O filme foi exibido na SIC Notícias e em vários festivais nacionais e internacionais.

“Um Natal Especial” filmado em Super 16 mm em 2010, exibido na RTP.

Produziu e realizou o projeto Transmedia “Mutter” exibido na SIC Radical, que teve como objetivo principal o desenvolvimento de uma narrativa transmedia que integrasse diferentes plataformas e cruzamentos narrativos e dramáticos, o projeto foi premiado na ZON e esteve presente em vários festivais de cinema, nacionais e internacionais.

Realizou e produziu o projeto Transmedia “Lápis Azul” sobre a censura em Portugal, composto por um filme de ficção e um documentário, o projeto foi exibido pela SIC, SIC noticias e esteve em exibição nas salas de cinemas.

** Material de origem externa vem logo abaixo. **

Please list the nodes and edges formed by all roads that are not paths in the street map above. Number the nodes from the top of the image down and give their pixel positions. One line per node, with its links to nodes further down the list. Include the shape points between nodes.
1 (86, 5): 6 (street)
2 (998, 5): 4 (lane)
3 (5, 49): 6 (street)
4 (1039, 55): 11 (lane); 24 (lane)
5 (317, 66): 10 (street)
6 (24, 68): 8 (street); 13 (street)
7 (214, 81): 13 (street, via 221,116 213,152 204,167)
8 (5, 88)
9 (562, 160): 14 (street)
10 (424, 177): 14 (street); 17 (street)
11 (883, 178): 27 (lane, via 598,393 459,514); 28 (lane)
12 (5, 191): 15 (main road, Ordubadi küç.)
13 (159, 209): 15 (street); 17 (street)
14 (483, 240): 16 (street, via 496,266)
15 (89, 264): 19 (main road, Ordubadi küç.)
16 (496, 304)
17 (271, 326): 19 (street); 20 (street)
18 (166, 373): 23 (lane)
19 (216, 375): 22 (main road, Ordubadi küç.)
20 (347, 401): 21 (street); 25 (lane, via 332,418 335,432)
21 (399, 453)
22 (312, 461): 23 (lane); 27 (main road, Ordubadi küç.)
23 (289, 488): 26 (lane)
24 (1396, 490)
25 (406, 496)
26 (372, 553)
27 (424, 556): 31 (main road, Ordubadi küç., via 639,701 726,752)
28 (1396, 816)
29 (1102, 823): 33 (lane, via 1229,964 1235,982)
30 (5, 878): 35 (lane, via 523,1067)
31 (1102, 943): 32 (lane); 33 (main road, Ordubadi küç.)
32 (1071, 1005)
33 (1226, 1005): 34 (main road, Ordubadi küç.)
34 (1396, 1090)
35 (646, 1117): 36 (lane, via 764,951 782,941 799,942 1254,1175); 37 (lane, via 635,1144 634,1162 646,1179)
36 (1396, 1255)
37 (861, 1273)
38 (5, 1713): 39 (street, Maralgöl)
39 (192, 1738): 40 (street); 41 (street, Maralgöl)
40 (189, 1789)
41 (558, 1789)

O projeto ganhou O premio Sophia da Academia de Cinema Português, para melhor documentário em curta-metragem, prémio para melhor argumento original festival Caminhos do Cinema Português e o prémio Augusta para melhor filme português no Festival de Cinema Bragacine.

Filipe Roque do Vale, 41 anos, Universidade Lusófona.

Começou a trabalhar como editor para televisão com dezoito anos. Durante cinco anos trabalhou em montagem para diferentes produtoras. Em 1998, com vinte e três anos começou a trabalhar na Universidade Lusófona como professor de montagem, pós-produção e linguagem cinematográfica.

Entretanto realizou cinco curtas metragens e trabalhou como montador em longas metragens, curtas metragens, documentários e videoclips.

Desde 2008 é responsável pelas instalações e equipamentos audiovisuais do o Grupo Lusófona, é também diretor do Centro de Produção Audiovisual e Multimédia da Universidade Lusófona.
Continua a ser professor de montagem e linguagem cinematográfica.